To Wellington this was perhaps the most vexatious of all things in that vexatious time. He had hoped to detain Massena before Almeida until the rains should have set in, when the French would have found themselves struggling through a sodden, water-logged country, through bridgeless floods and a land bereft of all that could sustain the troops. Still, what could be done Wellington did, and did it nobly. Fighting a rearguard action, he fell back upon the grim and naked ridges of Busaco, where at the end of September he delivered battle and a murderous detaining wound upon the advancing hosts of France. That done, he continued the retreat through Coimbra. And now as he went he saw to it that the devastation was completed along the line of march.
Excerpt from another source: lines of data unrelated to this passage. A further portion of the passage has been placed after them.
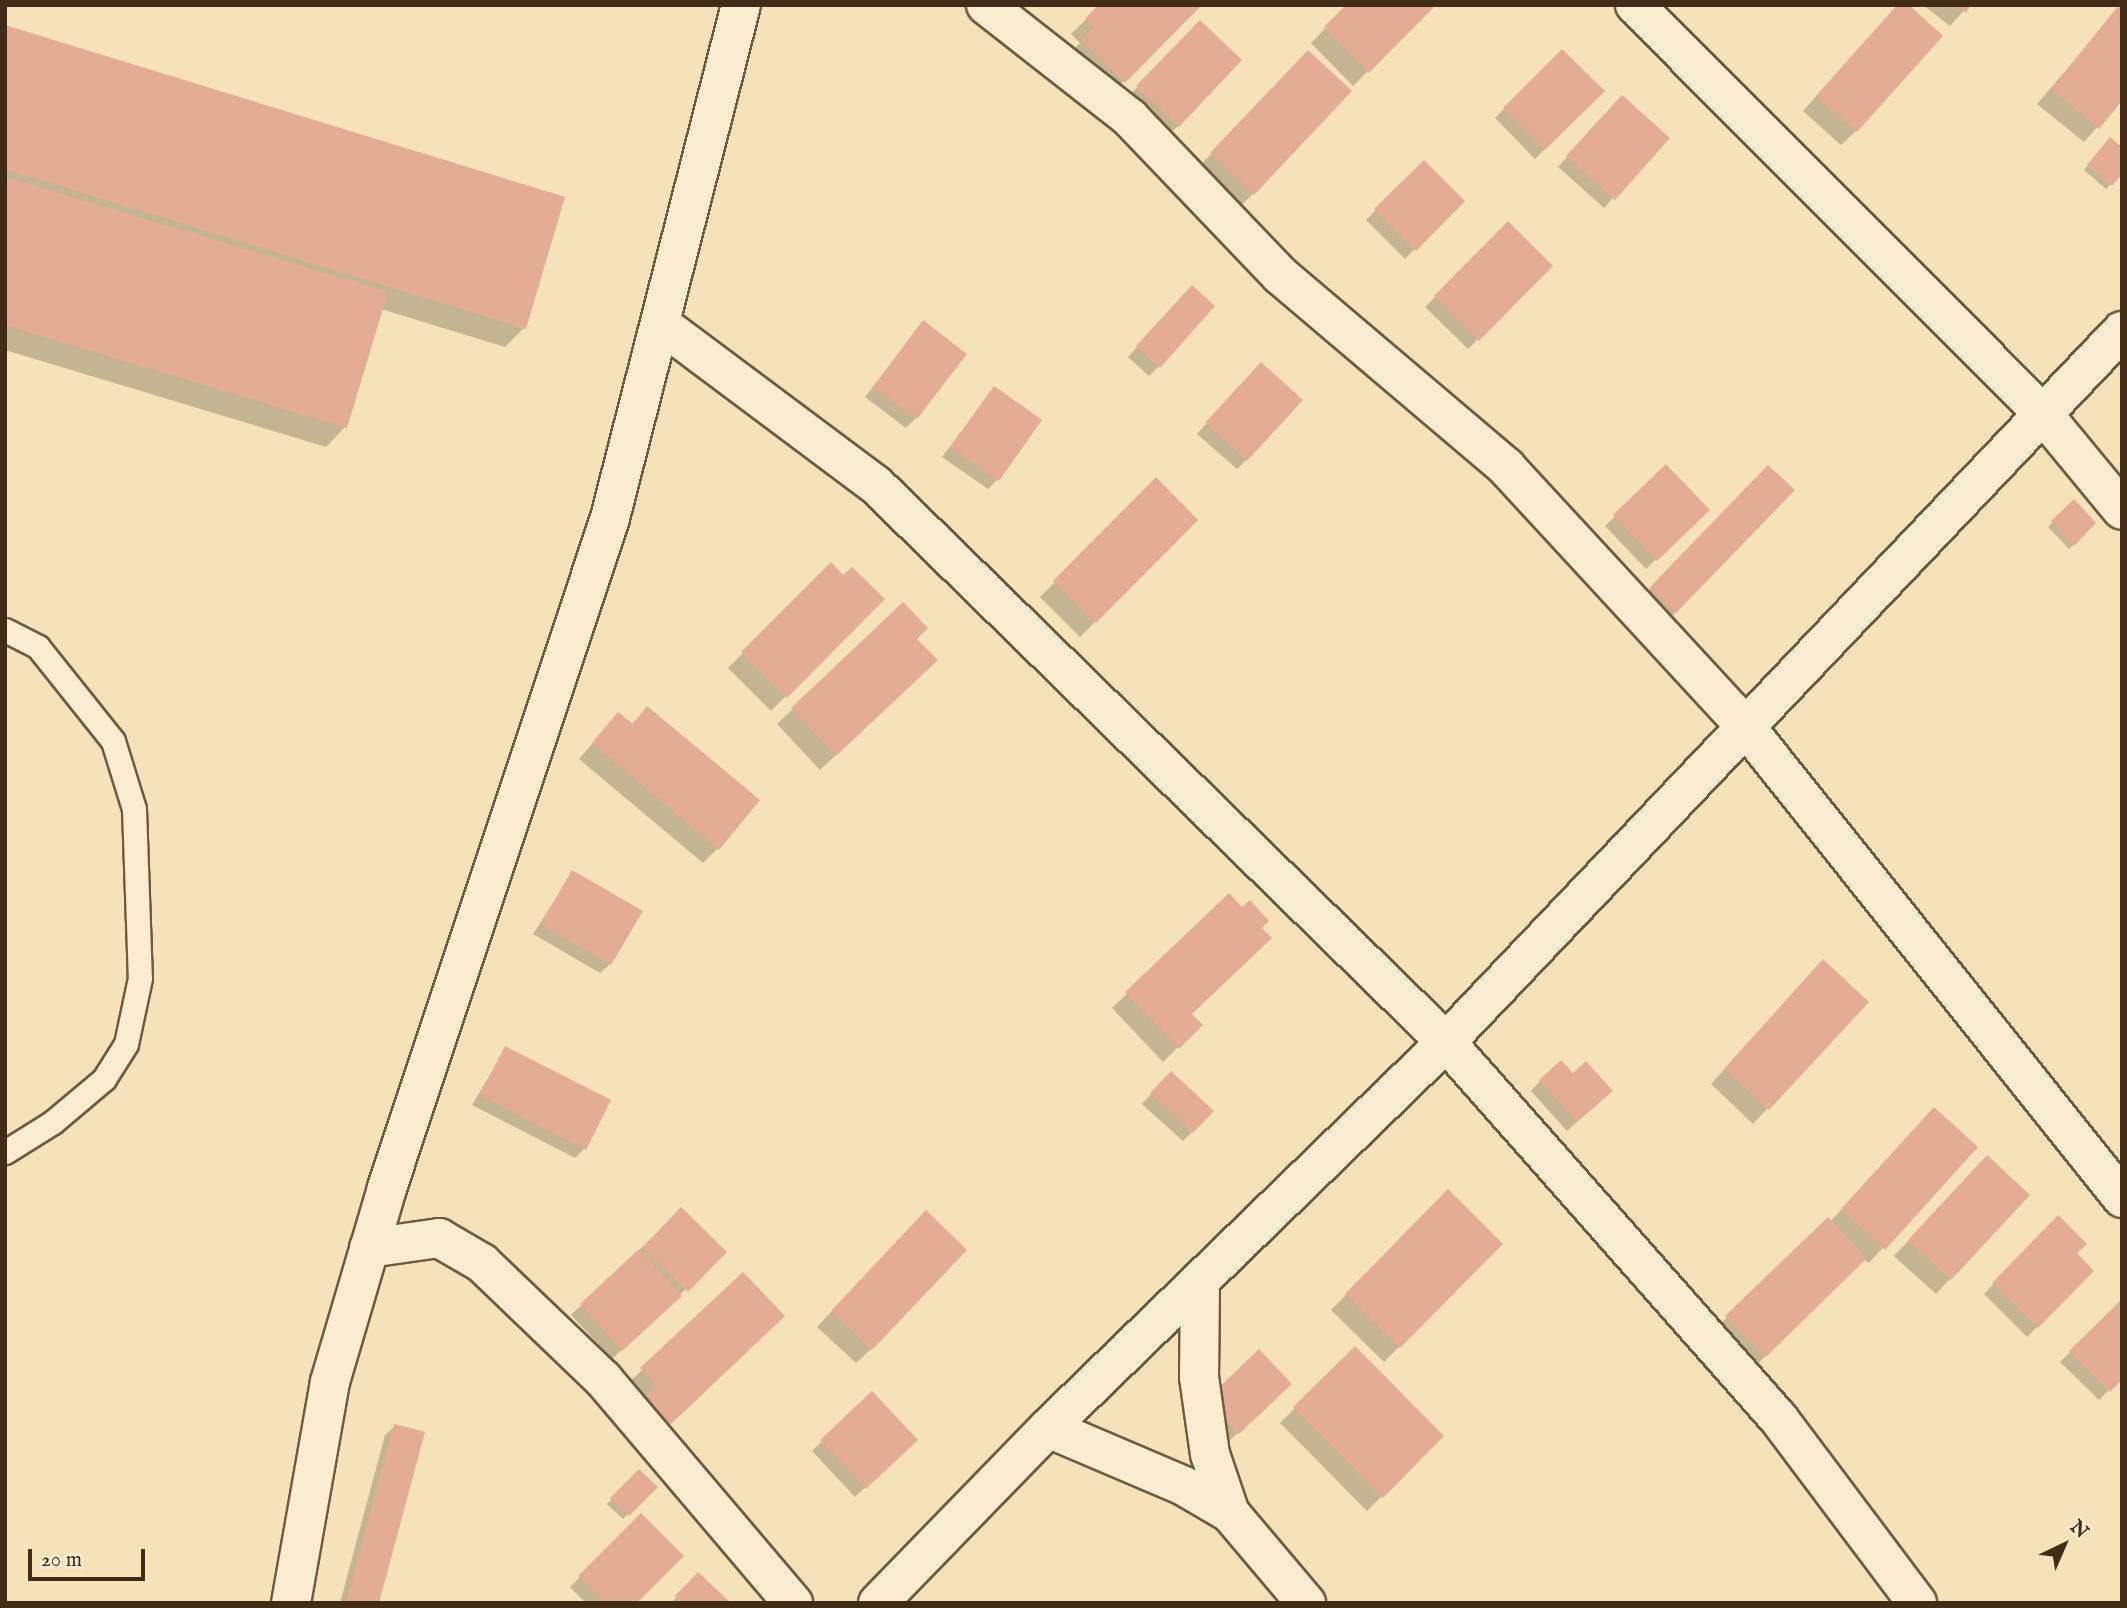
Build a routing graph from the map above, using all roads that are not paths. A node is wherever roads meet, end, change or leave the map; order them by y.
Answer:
1 (741, 5) edge
2 (986, 5) edge
3 (1635, 5) edge
4 (662, 325) junction
5 (2122, 331) edge
6 (2043, 414) junction
7 (2122, 510) edge
8 (5, 630) edge
9 (1745, 726) junction
10 (1446, 1042) junction
11 (5, 1153) edge
12 (2122, 1198) edge
13 (369, 1248) junction
14 (1200, 1284) junction
15 (1048, 1428) junction
16 (1230, 1513) junction
17 (291, 1603) edge
18 (793, 1603) edge
19 (878, 1603) edge
20 (1306, 1603) edge
21 (1917, 1603) edge

1 - 4 street
2 - 9 street
3 - 6 street
4 - 10 street
4 - 13 street
5 - 6 street
6 - 7 street
6 - 9 street
8 - 11 lane
9 - 10 street
9 - 12 street
10 - 14 street
10 - 21 street
13 - 17 street
13 - 18 street
14 - 15 street
14 - 16 street
15 - 16 street
15 - 19 street
16 - 20 street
What corn and provisions could not be carried off were burnt or buried, and the people forced to quit their dwellings and march with the army - a pathetic, southward exodus of men and women, old and young, flocks of sheep, and herds of cattle, creaking bullock-carts laden with provender and household goods, leaving behind them a country bare as the Sahara, where hunger before long should grip the French army too far committed now to pause. In advancing and overtaking must lie Massena's hope.

Eventually in Lisbon he must bring the British to bay, and, breaking them, open out at last his way into a land of plenty.